PROBLEM TO SOLVE:
Check the records below line by line, and report how many lines include the string "thumb". No other words are needed.

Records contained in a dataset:
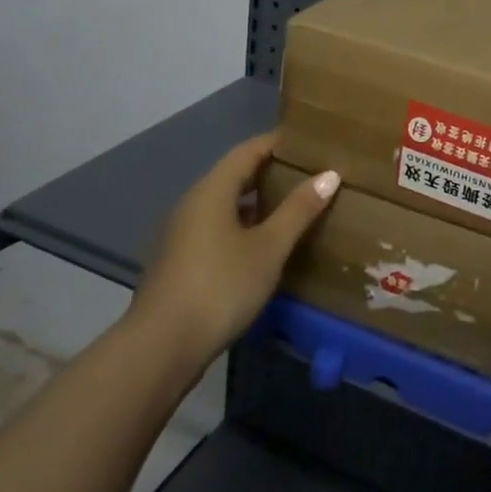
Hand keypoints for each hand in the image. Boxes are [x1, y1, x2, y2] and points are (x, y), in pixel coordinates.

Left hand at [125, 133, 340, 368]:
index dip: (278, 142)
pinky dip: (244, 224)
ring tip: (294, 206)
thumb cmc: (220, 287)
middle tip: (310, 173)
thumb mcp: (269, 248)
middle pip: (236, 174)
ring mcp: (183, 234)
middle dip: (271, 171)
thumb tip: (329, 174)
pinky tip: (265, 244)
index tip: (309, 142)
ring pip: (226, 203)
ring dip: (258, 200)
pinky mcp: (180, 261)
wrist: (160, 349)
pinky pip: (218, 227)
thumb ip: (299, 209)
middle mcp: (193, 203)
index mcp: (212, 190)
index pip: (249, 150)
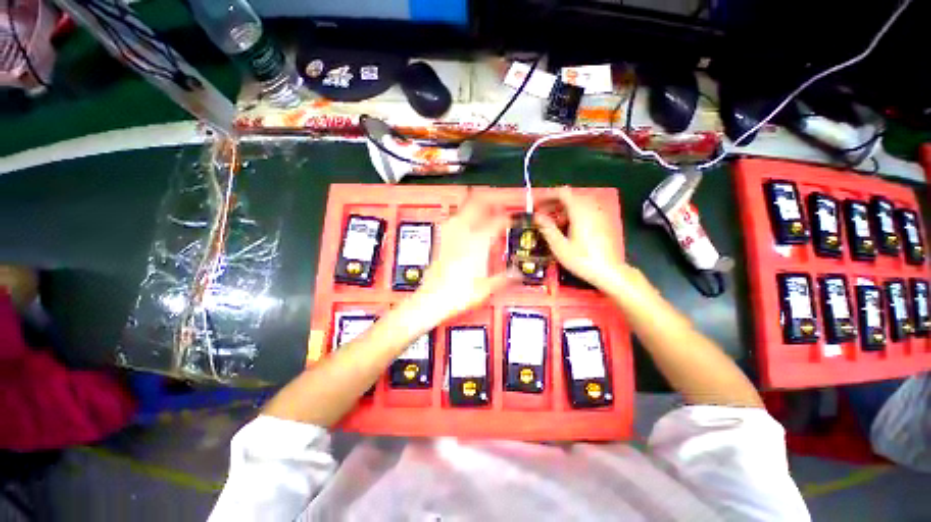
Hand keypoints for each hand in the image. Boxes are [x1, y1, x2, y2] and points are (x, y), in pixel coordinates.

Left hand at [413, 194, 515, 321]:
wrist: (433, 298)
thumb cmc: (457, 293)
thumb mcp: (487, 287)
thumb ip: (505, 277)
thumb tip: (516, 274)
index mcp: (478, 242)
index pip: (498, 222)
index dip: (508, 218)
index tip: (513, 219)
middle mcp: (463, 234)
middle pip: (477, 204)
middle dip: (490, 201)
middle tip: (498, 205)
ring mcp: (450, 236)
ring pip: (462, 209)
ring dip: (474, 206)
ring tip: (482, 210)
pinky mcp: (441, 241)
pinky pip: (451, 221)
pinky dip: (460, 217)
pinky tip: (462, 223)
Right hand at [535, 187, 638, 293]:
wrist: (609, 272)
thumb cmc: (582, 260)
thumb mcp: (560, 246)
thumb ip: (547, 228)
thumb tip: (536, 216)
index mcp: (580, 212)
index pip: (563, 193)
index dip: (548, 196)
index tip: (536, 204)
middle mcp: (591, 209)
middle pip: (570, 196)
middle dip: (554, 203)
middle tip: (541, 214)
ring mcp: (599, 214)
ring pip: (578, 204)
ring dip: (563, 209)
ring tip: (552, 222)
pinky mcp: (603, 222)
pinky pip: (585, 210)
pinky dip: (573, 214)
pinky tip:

RESPONSE AREA:
12